Predictive Modelling of Hydrogen Production from Agricultural and Forestry Residues through a Thermo-catalytic Reforming Process

Hydrogen produced from renewable sources is crucial for decarbonizing hard-to-abate sectors and achieving netzero targets. This study examines hydrogen production through the novel thermo-catalytic reforming (TCR) process using agricultural and forestry residues. The research aims to develop and optimize regression models that integrate feedstock properties (ash, hydrogen-to-carbon molar ratio, and lignin) and process parameters (reactor and reformer temperatures) to predict yields of hydrogen (H2), syngas, methane (CH4) and carbon dioxide (CO2).
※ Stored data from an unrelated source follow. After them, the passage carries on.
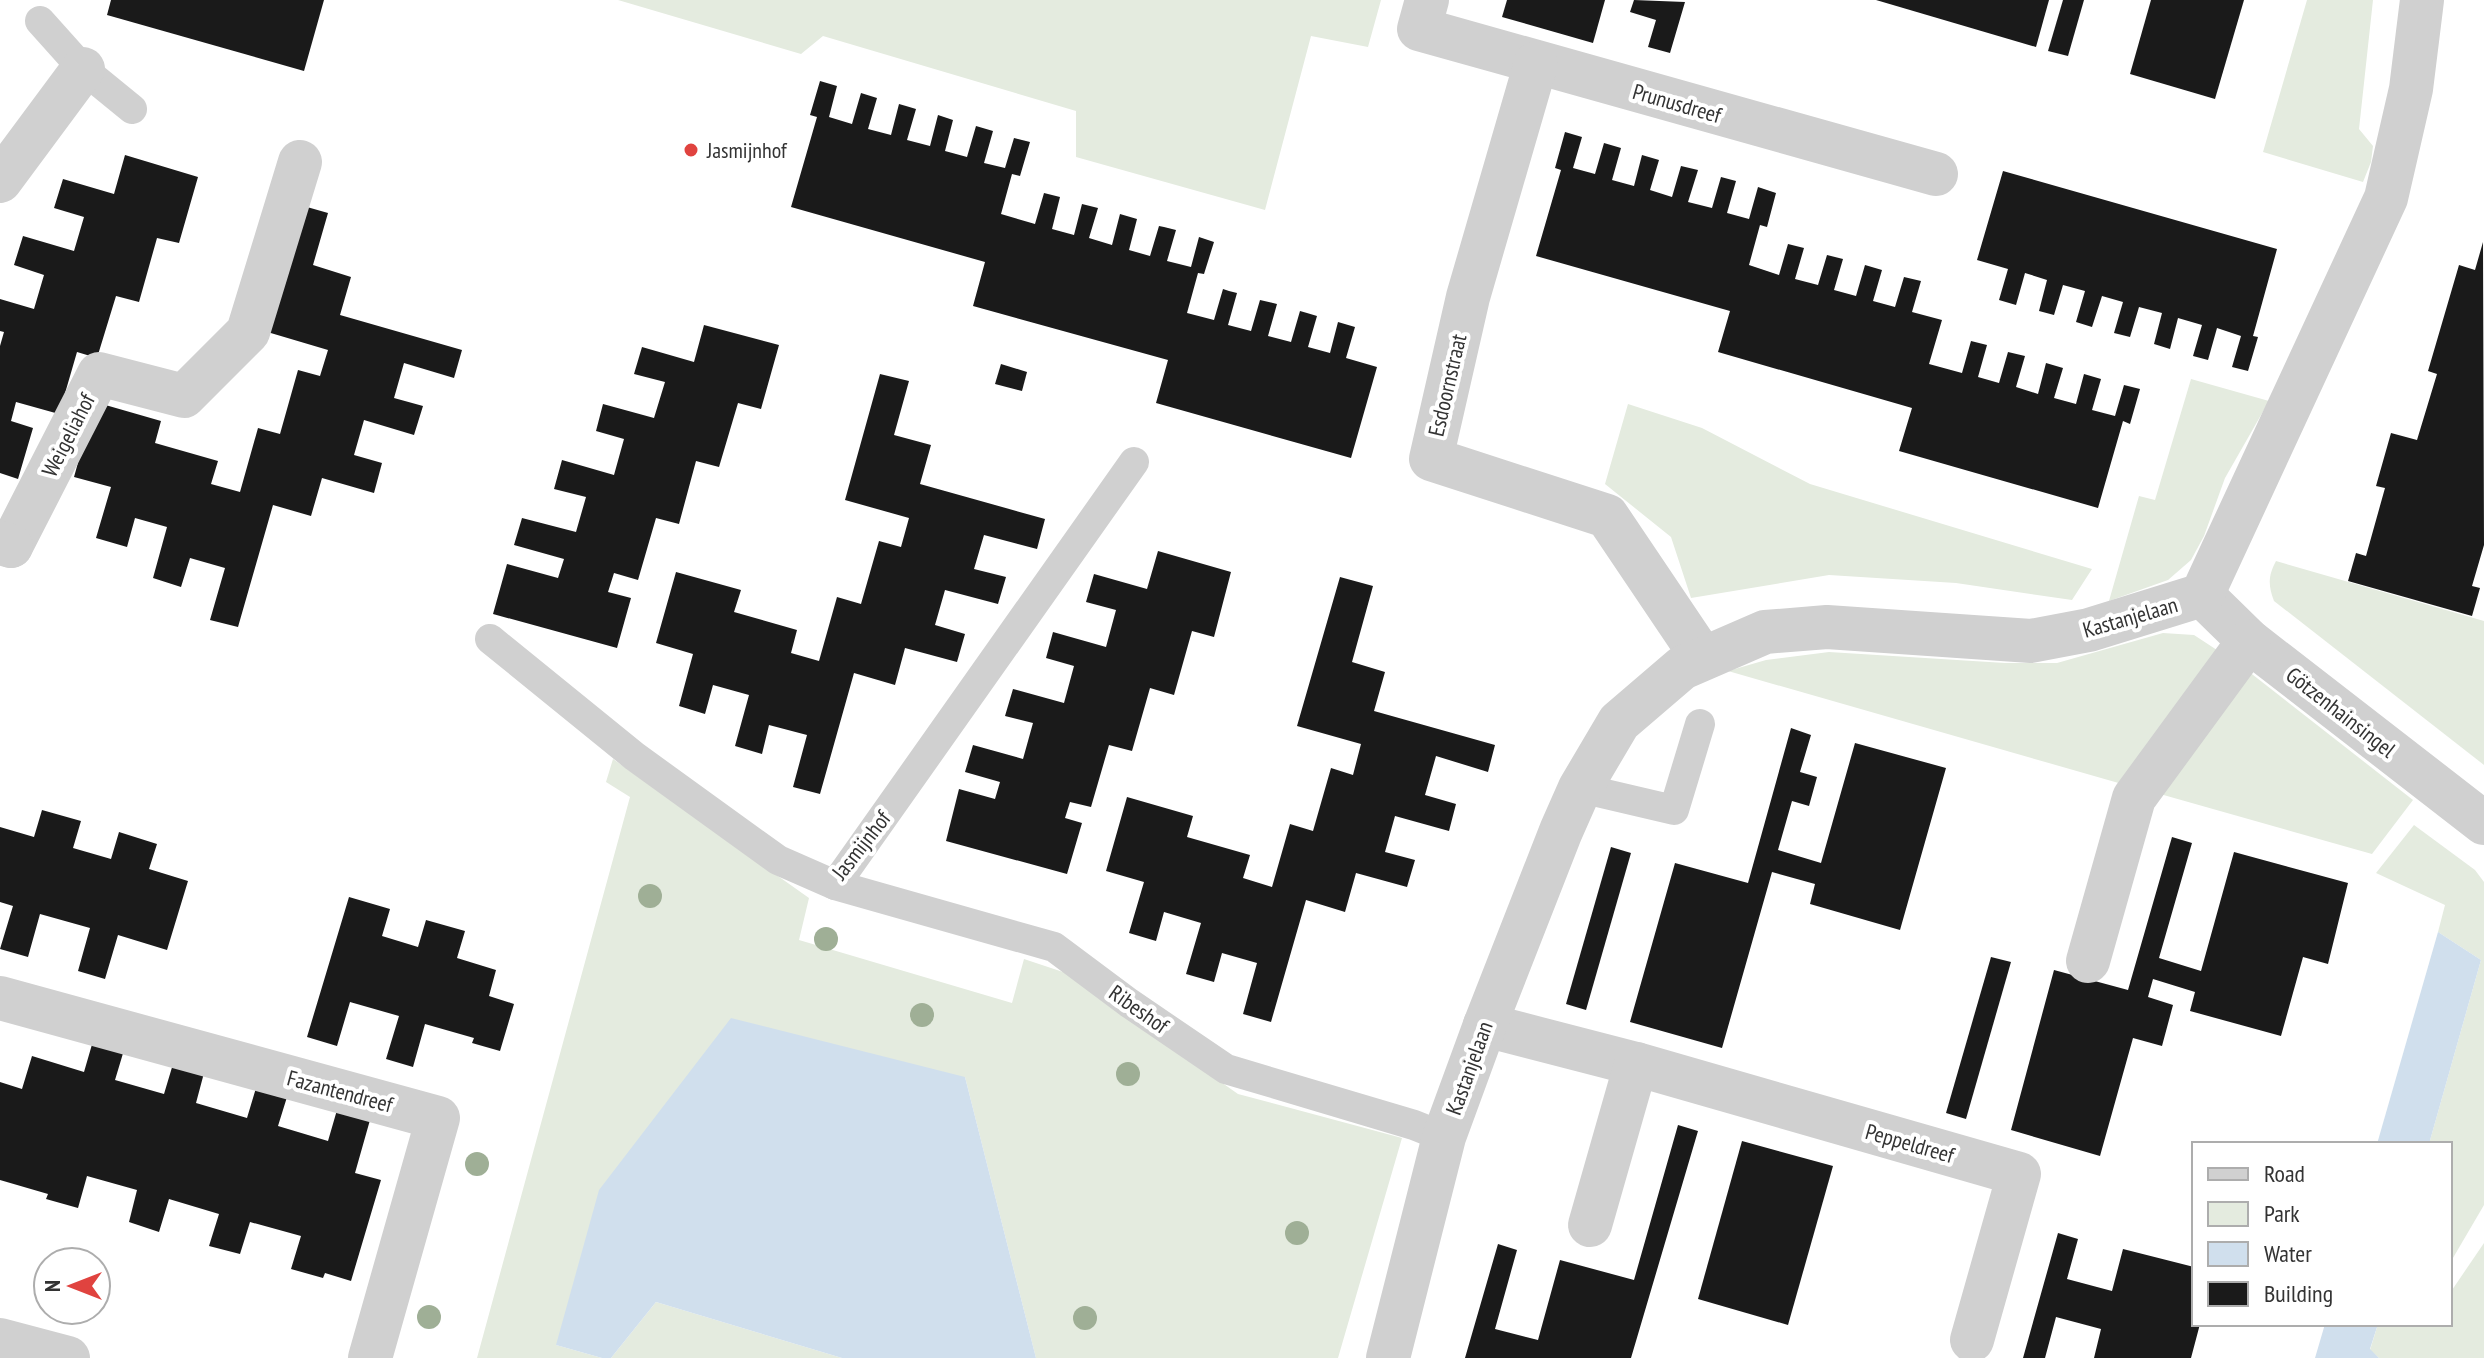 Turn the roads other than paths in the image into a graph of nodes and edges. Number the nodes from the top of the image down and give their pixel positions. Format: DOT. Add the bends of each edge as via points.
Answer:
graph roads {
  1 [pos="2422,0"];
  2 [pos="1423,14"];
  3 [pos="40,21"];
  4 [pos="1536,63"];
  5 [pos="83,69"];
  6 [pos="132,109"];
  7 [pos="300,162"];
  8 [pos="1936,174"];
  9 [pos="0,181"];
  10 [pos="1134,462"];
  11 [pos="6,544"];
  12 [pos="2202,595"];
  13 [pos="490,639"];
  14 [pos="2249,641"];
  15 [pos="1702,657"];
  16 [pos="1700,724"];
  17 [pos="1580,788"];
  18 [pos="2484,823"];
  19 [pos="835,885"];
  20 [pos="2088,961"];
  21 [pos="0,998"];
  22 [pos="1485,1025"];
  23 [pos="1636,1064"];
  24 [pos="1444,1137"];
  25 [pos="1590,1225"];
  26 [pos="0,1340"];
  27 [pos="1972,1340"];
  28 [pos="68,1358"];
  29 [pos="370,1358"];
  30 [pos="1388,1358"];
  1 -- 12 [label="street, Kastanjelaan" via="2411,89 2386,198"];
  2 -- 4 [label="street, Prunusdreef"];
  3 -- 5 [label="lane"];
  4 -- 8 [label="street, Prunusdreef"];
  4 -- 15 [label="street, Esdoornstraat" via="1468,297 1431,459 1607,516"];
  5 -- 6 [label="lane"];
  5 -- 9 [label="street"];
  7 -- 11 [label="street, Weigeliahof" via="248,332 184,396 99,374"];
  10 -- 19 [label="lane, Jasmijnhof"];
  12 -- 14 [label="street, Götzenhainsingel"];
  12 -- 15 [label="street, Kastanjelaan" via="2089,630 2031,641 1827,627 1765,632"];
  13 -- 19 [label="lane, Jasmijnhof" via="634,756 778,860"];
  14 -- 18 [label="street, Götzenhainsingel"];
  14 -- 20 [label="street" via="2134,798"];
  15 -- 17 [label="street, Kastanjelaan" via="1619,722"];
  16 -- 17 [label="lane" via="1674,810"];
  17 -- 22 [label="street, Kastanjelaan"];
  19 -- 24 [label="lane, Ribeshof" via="1054,947 1226,1069"];
  21 -- 29 [label="street, Fazantendreef" via="438,1118"];
  22 -- 23 [label="street, Peppeldreef"];
  22 -- 24 [label="street, Kastanjelaan"];
  23 -- 25 [label="street"];
  23 -- 27 [label="street, Peppeldreef" via="2019,1174"];
  24 -- 30 [label="street, Kastanjelaan"];
  26 -- 28 [label="street"];
}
Three biomass feedstocks – softwood pellets (SWPs), hardwood pellets (HWPs), and wheat straw pellets (WSPs) – were analyzed at reactor temperatures of 400–550 ◦C and reformer temperatures of 500–700 ◦C. Predictive models for H2 (R2 = 0.9642, RMSE = 1.0639) and syngas (R2 = 0.9894, RMSE = 0.0140) yields show strong agreement and accuracy between the predicted and experimental values. In contrast, the models for CH4 and CO2 yields show higher variability in the predictions. Reformer temperature was the most significant parameter influencing the yields of H2 and syngas. The optimal H2 yields predicted for the model were obtained for HWPs at 550/700 ◦C (26.67 g H2/kg dry biomass), followed by SWPs at 550/700 ◦C (24.11 g H2/kg dry biomass) and WSPs at 550/685.2 ◦C (18.78 g H2/kg dry biomass). The volumetric syngas yields were highest for HWPs at 550/700 ◦C (0.831 Nm3 /kg dry biomass), followed by SWPs (0.777 Nm3 /kg dry biomass) and WSPs (0.634 Nm3 /kg dry biomass). This study demonstrates that regression modelling accurately predicts H2 and syngas yields, which would help to expand the applicability of TCR technology for large-scale hydrogen production, contributing to the decarbonization of the energy sector.